Market – Fed Disparity
Ahead of the Fed rate announcement, the market thinks the Fed will stop raising rates in March in the 4.75% -5% range. Fed policymakers may be eyeing a June cutoff with the terminal rate over 5%.
Additionally, some traders are expecting Federal Reserve Chairman Jerome Powell to sound hawkish, meaning he will lean toward tighter policy and keeping interest rates high.
However, there are some who are expecting a more dovish tone from the Fed, or looking for signs that a pause in hikes or even a pivot is coming soon.
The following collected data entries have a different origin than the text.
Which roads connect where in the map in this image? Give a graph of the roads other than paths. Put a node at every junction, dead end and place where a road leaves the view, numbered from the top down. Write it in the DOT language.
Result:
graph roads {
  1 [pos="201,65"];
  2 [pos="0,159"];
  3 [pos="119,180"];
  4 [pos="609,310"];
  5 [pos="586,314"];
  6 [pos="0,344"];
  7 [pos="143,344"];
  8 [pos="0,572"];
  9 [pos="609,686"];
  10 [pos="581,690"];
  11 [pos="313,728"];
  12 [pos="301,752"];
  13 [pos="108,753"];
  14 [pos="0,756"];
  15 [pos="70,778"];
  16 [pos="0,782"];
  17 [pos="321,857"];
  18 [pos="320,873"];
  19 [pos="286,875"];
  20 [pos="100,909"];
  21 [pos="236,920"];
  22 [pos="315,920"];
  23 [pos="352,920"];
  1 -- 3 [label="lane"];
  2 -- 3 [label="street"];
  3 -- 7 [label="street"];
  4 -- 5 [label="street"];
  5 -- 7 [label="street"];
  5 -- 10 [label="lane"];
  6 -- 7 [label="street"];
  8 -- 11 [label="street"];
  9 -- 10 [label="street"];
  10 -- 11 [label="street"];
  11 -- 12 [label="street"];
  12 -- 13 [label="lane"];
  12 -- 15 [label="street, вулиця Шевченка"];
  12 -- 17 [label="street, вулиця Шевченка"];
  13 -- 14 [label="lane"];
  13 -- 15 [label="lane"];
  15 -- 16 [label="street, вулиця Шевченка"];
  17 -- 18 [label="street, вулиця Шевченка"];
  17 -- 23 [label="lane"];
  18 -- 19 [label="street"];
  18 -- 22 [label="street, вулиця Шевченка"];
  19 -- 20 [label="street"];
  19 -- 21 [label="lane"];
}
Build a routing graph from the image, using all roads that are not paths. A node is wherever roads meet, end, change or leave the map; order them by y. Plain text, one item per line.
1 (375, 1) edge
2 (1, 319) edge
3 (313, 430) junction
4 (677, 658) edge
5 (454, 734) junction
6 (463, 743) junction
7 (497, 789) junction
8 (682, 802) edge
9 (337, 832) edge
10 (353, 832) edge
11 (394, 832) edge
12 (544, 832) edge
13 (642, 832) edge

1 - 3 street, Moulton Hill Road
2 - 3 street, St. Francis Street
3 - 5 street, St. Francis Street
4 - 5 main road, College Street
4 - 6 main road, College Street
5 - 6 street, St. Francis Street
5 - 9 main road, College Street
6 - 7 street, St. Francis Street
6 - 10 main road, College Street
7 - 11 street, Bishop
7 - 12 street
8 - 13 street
Some also believe that recent economic strength likely means the Fed will be able to manage a “soft-landing” if there is a recession.
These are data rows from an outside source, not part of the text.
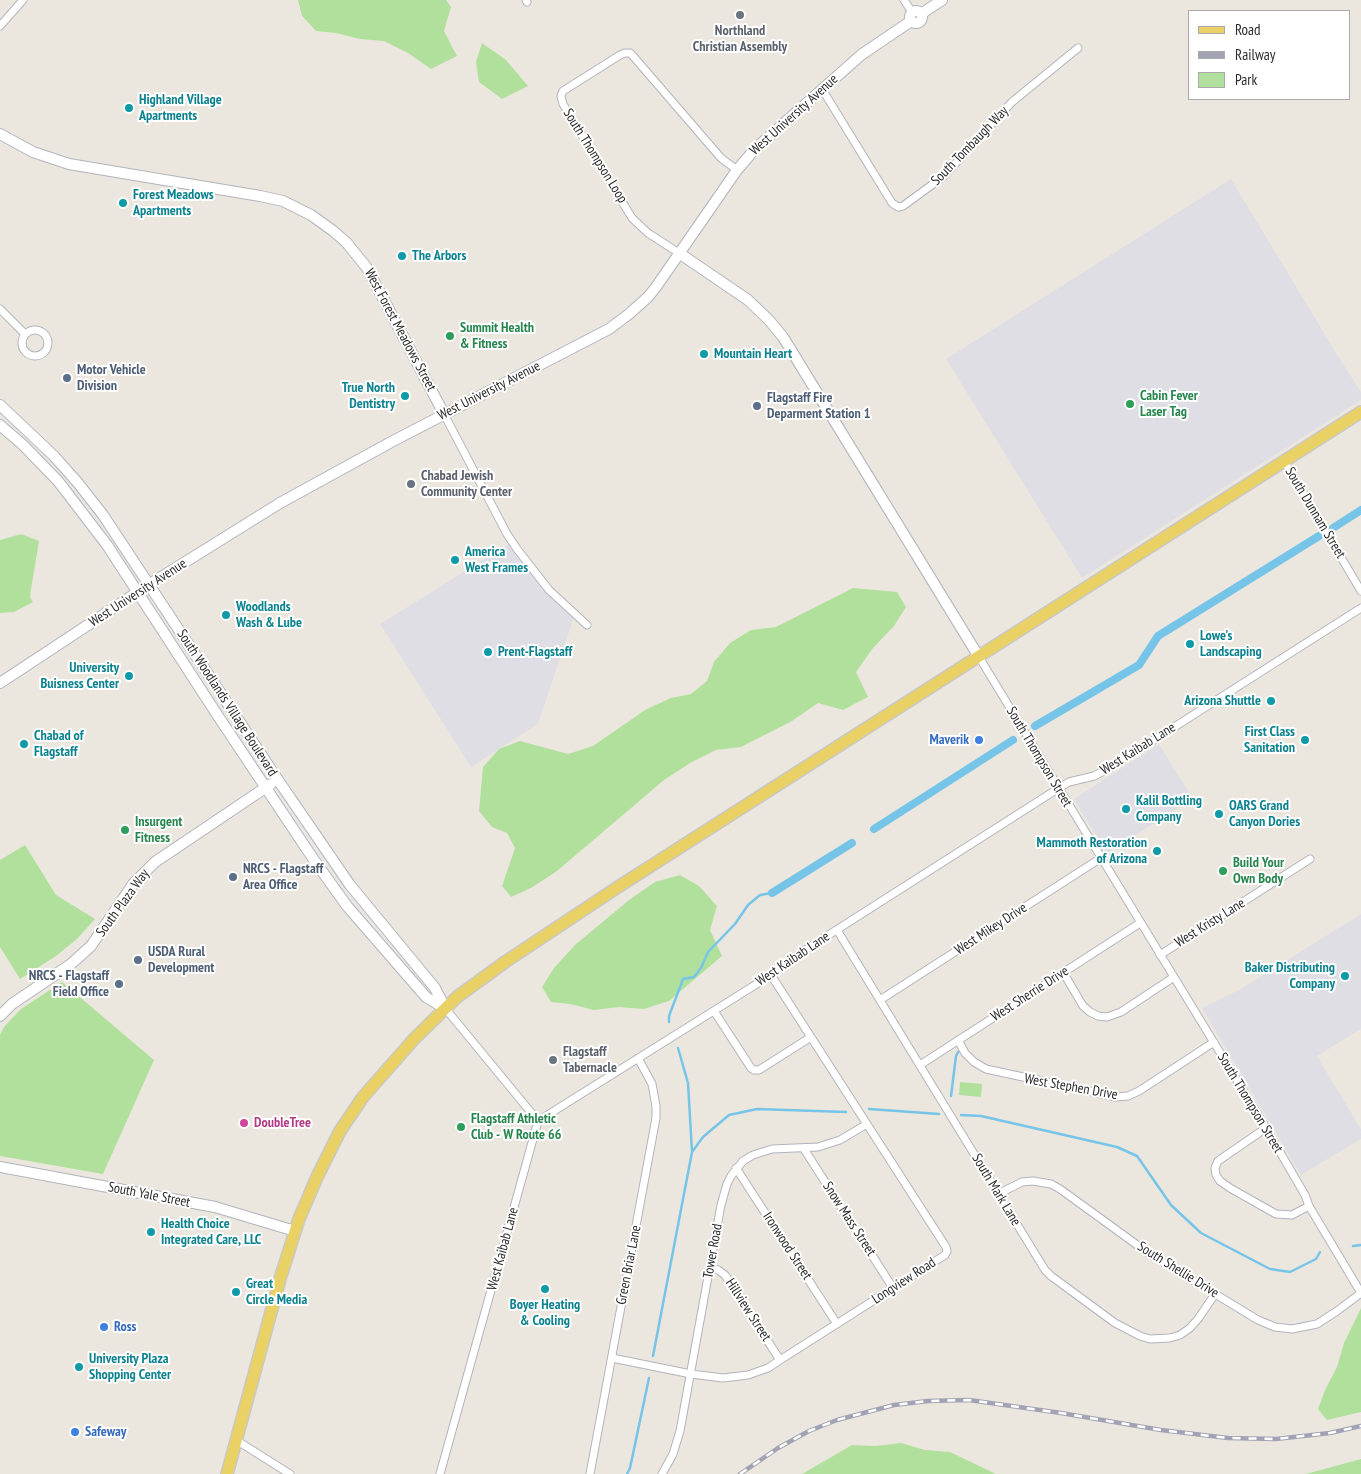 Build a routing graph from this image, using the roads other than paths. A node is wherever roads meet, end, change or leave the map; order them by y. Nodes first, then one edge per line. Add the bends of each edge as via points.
1 (23, 0) edge
2 (904, 0) edge
3 (942, 0) edge
4 (915, 16) junction
5 (0, 26) edge
6 (1078, 48) dead end
7 (822, 89) junction
8 (0, 134) edge
9 (737, 170) junction
10 (679, 253) junction
11 (0, 309) edge
12 (25, 334) dead end
13 (0, 406) edge
14 (1361, 412) edge
15 (444, 414) junction
16 (0, 425) edge
17 (1284, 460) junction
18 (150, 584) junction
19 (1361, 591) edge
20 (138, 592) junction
21 (1361, 608) edge
22 (587, 626) dead end
23 (979, 657) junction
24 (0, 683) edge
25 (278, 780) junction
26 (266, 787) junction
27 (1059, 788) junction
28 (1102, 858) junction
29 (1310, 859) dead end
30 (1140, 923) junction
31 (837, 930) junction
32 (1160, 955) junction
33 (1063, 972) junction
34 (771, 975) junction
35 (1174, 977) junction
36 (880, 1000) junction
37 (445, 1008) junction
38 (714, 1011) junction
39 (0, 1016) edge
40 (811, 1037) junction
41 (958, 1040) junction
42 (1214, 1042) junction
43 (638, 1058) junction
44 (920, 1064) junction
45 (538, 1121) junction
46 (867, 1124) junction
47 (1266, 1128) junction
48 (804, 1149) junction
49 (0, 1167) edge
50 (736, 1168) junction
51 (998, 1194) junction
52 (1309, 1206) junction
53 (295, 1230) junction
54 (710, 1268) junction
55 (893, 1288) junction
56 (1215, 1294) junction
57 (1361, 1294) edge
58 (837, 1324) junction
59 (612, 1358) junction
60 (780, 1360) junction
61 (691, 1374) junction
62 (236, 1440) junction
63 (227, 1474) edge
64 (290, 1474) edge
65 (440, 1474) edge
66 (590, 1474) edge
67 (662, 1474) edge

1 - 5 street
2 - 4 street
3 - 4 street, West University Avenue
4 - 7 street, West University Avenue via 861,55
6 - 7 street, South Tombaugh Way via 1012,102 944,176 903,206 892,203
7 - 9 street, West University Avenue via 763,141
8 - 15 street, West Forest Meadows Street via 33,152 69,164 260,196 283,201 311,215 346,242 367,268
9 - 10 street, West University Avenue
9 - 10 street, South Thompson Loop via 721,158 630,53 620,55 563,91 563,104 632,218
10 - 15 street, West University Avenue via 648,297 619,322
10 - 23 street, South Thompson Street via 748,300 783,337
11 - 12 street
13 - 18 street, South Woodlands Village Boulevard via 74,478
14 - 17 main road
15 - 18 street, West University Avenue via 280,503
15 - 22 street, West Forest Meadows Street via 517,550 549,590
16 - 20 street, South Woodlands Village Boulevard via 30,451 70,495
17 - 19 street, South Dunnam Street
17 - 23 main road
18 - 20 street, West University Avenue
18 - 25 street, South Woodlands Village Boulevard
20 - 24 street, West University Avenue
20 - 26 street, South Woodlands Village Boulevard
21 - 27 street, West Kaibab Lane via 1110,768
23 - 27 street, South Thompson Street
23 - 37 main road via 557,927
25 - 26 street, South Plaza Way
25 - 37 street, South Woodlands Village Boulevard via 350,885 435,988
26 - 37 street, South Woodlands Village Boulevard via 347,906 426,997
26 - 39 street, South Plaza Way via 155,862 134,884 91,946 72,964 22,997
27 - 28 street, South Thompson Street
27 - 31 street, West Kaibab Lane
28 - 30 street, South Thompson Street
28 - 36 street, West Mikey Drive
29 - 32 street, West Kristy Lane
30 - 32 street, South Thompson Street
30 - 33 street, West Sherrie Drive
31 - 34 street, West Kaibab Lane
31 - 36 street, South Mark Lane
32 - 35 street, South Thompson Street
33 - 35 street via 1083,1006 1098,1016 1108,1017
33 - 41 street, West Sherrie Drive
34 - 38 street, West Kaibab Lane
34 - 40 street, Longview Road
35 - 42 street, South Thompson Street
36 - 44 street, South Mark Lane
37 - 45 street, South Woodlands Village Boulevard
37 - 53 main road via 402,1052 352,1112 317,1176
38 - 40 street via 754,1070 759,1070
38 - 43 street, West Kaibab Lane
40 - 46 street, Longview Road
41 - 42 street, West Stephen Drive via 965,1053 986,1069 1116,1097 1139,1091
41 - 44 street, West Sherrie Drive
42 - 47 street, South Thompson Street
43 - 45 street, West Kaibab Lane
43 - 59 street, Green Briar Lane via 652,1084 656,1118
44 - 51 street, South Mark Lane
45 - 65 street, West Kaibab Lane
46 - 48 street via 832,1144
46 - 55 street, Longview Road via 946,1246 945,1254
47 - 52 street, South Thompson Street
47 - 52 street via 1218,1162 1216,1175 1230,1188 1276,1214 1292,1215
48 - 50 street via 763,1151
48 - 55 street, Snow Mass Street
49 - 53 street, South Yale Street via 215,1207
50 - 54 street, Tower Road via 724,1194
50 - 58 street, Ironwood Street
51 - 56 street, South Shellie Drive via 1022,1182 1051,1184 1151,1255
51 - 56 street, South Mark Lane via 1045,1270 1115,1323 1140,1336 1161,1339 1180,1335 1198,1319
52 - 57 street, South Thompson Street
53 - 62 main road
54 - 60 street, Hillview Street via 725,1275
54 - 61 street, Tower Road
55 - 58 street, Longview Road
56 - 57 street, South Shellie Drive via 1264,1323 1292,1329 1324,1320
58 - 60 street, Longview Road
59 - 61 street, Longview Road
59 - 66 street, Green Briar Lane
60 - 61 street, Longview Road via 760,1372 735,1378
61 - 67 street, Tower Road via 679,1436
62 - 63 main road
62 - 64 street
The disparity between what the market expects and the message the Fed wants to deliver is going to be the source of volatility today.
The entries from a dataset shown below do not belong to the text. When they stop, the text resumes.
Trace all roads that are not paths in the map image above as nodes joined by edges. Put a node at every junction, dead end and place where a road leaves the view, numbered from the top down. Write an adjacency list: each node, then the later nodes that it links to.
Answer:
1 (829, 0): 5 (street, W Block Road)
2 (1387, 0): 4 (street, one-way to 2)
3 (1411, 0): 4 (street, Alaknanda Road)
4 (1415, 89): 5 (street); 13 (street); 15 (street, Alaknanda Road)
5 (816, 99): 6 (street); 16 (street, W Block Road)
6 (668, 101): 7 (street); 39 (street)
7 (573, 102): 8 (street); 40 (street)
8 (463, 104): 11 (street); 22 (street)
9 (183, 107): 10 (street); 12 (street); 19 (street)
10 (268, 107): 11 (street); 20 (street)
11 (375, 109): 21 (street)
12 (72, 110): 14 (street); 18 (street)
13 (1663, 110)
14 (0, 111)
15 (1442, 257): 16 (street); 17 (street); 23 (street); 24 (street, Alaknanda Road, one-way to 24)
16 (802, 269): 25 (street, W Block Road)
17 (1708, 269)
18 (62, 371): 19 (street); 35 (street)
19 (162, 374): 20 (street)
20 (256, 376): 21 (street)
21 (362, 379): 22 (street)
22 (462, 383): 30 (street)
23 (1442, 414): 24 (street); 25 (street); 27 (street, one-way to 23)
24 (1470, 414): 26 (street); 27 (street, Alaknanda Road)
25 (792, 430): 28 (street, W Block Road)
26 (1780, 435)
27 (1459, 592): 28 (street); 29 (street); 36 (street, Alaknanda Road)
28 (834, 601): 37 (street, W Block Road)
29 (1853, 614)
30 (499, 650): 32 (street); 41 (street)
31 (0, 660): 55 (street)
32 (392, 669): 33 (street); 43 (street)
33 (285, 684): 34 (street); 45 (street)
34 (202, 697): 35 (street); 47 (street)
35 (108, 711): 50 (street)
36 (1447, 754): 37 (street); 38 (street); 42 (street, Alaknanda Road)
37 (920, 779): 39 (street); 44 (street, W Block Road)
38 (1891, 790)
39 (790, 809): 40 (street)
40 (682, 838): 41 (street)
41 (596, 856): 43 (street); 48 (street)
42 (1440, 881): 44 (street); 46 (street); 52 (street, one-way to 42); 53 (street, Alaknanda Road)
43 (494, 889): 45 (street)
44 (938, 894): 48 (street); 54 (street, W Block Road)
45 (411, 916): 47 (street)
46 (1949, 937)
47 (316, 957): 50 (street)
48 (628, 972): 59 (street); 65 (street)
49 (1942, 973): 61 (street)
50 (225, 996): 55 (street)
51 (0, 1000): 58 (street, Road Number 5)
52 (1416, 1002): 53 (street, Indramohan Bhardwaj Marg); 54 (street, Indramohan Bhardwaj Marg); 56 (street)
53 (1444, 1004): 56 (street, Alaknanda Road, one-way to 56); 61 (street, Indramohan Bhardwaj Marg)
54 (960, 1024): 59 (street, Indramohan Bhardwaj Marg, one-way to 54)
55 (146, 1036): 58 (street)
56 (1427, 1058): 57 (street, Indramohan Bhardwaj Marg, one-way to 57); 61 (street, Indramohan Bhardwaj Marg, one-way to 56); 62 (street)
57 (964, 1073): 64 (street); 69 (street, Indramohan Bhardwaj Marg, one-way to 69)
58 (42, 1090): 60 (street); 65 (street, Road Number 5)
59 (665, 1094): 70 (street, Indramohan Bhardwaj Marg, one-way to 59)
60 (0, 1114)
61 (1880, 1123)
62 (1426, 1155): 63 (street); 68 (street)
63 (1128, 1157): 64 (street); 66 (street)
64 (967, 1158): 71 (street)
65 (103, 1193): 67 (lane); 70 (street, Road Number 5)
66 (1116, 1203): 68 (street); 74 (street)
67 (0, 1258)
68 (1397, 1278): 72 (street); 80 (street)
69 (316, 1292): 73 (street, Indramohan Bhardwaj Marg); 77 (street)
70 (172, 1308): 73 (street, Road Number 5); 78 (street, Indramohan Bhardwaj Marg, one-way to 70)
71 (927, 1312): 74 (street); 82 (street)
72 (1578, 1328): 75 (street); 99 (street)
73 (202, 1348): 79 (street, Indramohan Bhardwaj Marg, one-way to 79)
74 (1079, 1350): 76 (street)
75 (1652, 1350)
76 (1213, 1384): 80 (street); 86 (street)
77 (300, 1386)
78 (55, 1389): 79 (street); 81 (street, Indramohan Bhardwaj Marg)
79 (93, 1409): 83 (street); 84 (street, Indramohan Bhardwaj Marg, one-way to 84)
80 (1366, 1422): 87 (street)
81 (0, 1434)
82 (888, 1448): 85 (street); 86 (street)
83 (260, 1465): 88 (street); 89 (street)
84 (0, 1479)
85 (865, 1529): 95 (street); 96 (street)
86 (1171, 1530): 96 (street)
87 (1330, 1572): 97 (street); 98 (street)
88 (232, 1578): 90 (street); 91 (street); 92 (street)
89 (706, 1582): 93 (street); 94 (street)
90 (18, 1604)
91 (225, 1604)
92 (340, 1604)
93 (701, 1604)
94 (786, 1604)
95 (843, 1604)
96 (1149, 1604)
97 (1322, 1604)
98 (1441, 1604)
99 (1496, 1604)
If the Fed comes across as too dovish then gold prices will soar. If the Fed is too hawkish then gold prices could plunge.
Economic Data Supports Fed Easing
Job creation in the private sector plunged in January as weather-related issues sent workers to the sidelines, payroll processing firm ADP reported Wednesday.
Companies added just 106,000 new workers for the month, down from an upwardly revised 253,000 the month before. Economists surveyed by Dow Jones had been looking for a gain of 190,000.
We’re looking for the Fed to raise rates 25-basis points and Powell to come out as hawkish. However, in the days leading up to the Fed announcements, it seems nearly every analyst was thinking the same way so we’re becoming pretty confident that both events are already priced into the markets.
Therefore, we’re looking for a counter-intuitive move. If both the Fed and Powell deliver what is expected then gold prices could rally because investors will conclude that “at least we’re moving closer to the end of the rate hikes.”
Whether that thought line proves to be valid will depend on whether inflation keep moving toward the Fed’s 2% target.
Keep in mind there may be several intraday swings in the gold market because traders will be reacting to headlines until they can digest the impact of the full statement and Powell’s remarks.